Until this year, I haven't had true friends. I mean, one or two here or there of course, but never the same as i have now. After involving myself fully in the theatre/music/art world, I have found somewhere that I can call a home. I feel like home is not necessarily a house, I feel that is just commonly thought of as synonomous. Instead I believe a home is somewhere safe, a haven where anything can be shared and everything feels right. My family, my parents and brother, have always been there, always. And they always will be. I am ever grateful for everything I've recieved from having the most wonderful family in the world. However, I feel there is a place for everything; by that I mean some things that occur, that are shared with the family are completely different from those with friends. I know there are certain things I would not want to discuss with my family, however those things would literally make everything right if talked about with friends. Friends are family to me. TRUE friends, which are rare and few but always there. Always. They are the people that create you and me. They get us through the hard times and they go through them with us. And those who don't, are weeded out slowly until only 'they' are left. They being those who us. Those who ARE us. I mean, if they create us, aren't they a part of us. It's a mysterious thing. People grow together; a common cliche phrase which is so unbelievably evident looking at people. When two people talk simultaneously and freak each other out, it's proven. People become one another in a sense. They create each other and in the process create themselves using the same thoughts and ideals. Phenomenons such as this are indescribable and irrational. And yet, wonderful things to experience.
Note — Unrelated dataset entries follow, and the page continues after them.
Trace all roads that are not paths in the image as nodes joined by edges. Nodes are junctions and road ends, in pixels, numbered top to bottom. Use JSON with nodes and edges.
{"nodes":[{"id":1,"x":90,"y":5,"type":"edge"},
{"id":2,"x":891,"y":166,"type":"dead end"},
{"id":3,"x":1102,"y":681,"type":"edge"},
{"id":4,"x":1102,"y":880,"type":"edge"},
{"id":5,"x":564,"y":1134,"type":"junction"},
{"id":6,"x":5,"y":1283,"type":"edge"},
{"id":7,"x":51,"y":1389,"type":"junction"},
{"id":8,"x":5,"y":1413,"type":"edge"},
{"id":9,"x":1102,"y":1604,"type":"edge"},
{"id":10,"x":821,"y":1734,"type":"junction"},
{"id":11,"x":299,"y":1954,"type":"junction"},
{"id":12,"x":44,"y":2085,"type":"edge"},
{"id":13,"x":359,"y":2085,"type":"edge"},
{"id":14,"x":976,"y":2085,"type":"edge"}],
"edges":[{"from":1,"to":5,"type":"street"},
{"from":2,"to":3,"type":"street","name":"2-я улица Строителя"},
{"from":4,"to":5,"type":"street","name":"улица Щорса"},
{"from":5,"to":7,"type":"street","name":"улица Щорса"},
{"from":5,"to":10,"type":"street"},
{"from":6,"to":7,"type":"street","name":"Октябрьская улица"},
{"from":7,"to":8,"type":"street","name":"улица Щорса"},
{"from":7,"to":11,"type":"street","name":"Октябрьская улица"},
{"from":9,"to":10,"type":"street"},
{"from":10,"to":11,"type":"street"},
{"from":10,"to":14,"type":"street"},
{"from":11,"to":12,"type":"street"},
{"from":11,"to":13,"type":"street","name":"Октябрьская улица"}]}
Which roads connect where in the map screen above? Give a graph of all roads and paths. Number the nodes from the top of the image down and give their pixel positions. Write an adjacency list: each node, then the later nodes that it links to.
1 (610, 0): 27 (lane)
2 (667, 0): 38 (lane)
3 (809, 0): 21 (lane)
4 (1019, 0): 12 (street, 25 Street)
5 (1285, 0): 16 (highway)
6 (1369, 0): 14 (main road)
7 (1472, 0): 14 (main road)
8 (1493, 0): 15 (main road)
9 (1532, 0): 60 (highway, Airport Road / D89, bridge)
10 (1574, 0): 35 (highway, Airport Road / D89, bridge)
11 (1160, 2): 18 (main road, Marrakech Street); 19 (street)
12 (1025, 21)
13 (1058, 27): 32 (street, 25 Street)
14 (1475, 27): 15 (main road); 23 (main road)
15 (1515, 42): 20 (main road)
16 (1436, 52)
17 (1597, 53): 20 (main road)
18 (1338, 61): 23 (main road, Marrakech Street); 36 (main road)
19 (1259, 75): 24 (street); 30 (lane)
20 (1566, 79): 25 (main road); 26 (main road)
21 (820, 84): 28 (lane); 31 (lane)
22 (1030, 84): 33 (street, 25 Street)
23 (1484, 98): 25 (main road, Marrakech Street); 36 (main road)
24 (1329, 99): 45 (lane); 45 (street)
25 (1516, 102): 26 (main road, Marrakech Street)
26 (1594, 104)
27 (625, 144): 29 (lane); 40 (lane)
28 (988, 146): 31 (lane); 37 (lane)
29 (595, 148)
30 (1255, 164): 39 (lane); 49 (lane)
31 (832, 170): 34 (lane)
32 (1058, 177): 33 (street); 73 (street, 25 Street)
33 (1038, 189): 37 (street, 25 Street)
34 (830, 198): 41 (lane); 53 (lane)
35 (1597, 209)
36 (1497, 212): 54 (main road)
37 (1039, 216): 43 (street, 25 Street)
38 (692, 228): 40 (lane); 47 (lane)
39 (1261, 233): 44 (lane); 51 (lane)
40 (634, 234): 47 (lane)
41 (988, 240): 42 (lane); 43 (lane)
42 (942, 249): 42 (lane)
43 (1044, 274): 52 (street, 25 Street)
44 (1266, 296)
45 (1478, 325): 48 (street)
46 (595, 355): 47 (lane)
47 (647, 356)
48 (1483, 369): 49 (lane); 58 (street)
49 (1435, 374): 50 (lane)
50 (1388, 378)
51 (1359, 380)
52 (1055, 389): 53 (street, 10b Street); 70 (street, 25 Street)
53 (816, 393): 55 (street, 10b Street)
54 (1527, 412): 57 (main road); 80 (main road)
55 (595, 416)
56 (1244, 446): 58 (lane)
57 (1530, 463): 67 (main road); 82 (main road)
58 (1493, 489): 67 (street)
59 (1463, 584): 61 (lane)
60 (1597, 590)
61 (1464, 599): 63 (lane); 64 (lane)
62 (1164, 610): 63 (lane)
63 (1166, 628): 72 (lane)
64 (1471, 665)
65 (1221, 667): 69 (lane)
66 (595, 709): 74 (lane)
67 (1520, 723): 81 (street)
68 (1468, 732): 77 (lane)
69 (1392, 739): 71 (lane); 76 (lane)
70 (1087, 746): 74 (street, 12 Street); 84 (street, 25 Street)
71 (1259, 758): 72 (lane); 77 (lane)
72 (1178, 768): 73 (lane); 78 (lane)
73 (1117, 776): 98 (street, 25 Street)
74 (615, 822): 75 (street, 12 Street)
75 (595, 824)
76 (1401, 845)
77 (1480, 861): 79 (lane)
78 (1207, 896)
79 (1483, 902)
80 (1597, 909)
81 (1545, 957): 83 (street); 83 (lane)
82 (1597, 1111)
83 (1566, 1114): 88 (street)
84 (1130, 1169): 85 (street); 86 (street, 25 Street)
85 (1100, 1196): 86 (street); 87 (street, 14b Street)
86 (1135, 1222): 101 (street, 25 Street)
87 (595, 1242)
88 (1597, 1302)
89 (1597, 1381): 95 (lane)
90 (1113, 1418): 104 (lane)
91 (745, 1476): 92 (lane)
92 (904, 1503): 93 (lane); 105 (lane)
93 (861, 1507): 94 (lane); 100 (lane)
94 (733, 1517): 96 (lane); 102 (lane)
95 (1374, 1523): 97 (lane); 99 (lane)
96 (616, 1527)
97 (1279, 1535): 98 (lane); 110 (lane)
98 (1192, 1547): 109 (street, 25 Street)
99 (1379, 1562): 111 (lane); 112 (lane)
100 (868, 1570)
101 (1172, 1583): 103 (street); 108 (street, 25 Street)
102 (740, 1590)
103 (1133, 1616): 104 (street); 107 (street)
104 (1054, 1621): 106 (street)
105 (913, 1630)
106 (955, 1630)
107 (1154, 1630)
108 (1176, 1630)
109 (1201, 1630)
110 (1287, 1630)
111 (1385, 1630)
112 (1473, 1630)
A life without friends is hardly a life. How could we live without people taking a ride along with us. After all, "success is not the same alone".
"Walk you Home" by Karmina
Slow down, what's on your mind?
It's alright, I'm on your side.
I hate to see your injury, I wish that you could transfer all
Your pain to me.
Stay here, it's ok to cry.
Let me help you make it right.
Lets turn on a radio, let the bands remind you that you're not
Alone.
We all get low.
Even the brave may depend on someone.
The moon only shines with the help of the sun.
It's not as safe when you're walking alone.
I'll walk you home.
Sun's out, but it feels like rain.
So I will, illuminate your day.
I'm afraid I'm losing it, what's it gonna take for me to get
through this?
Even the brave may depend on someone,
The moon only shines with the help of the sun.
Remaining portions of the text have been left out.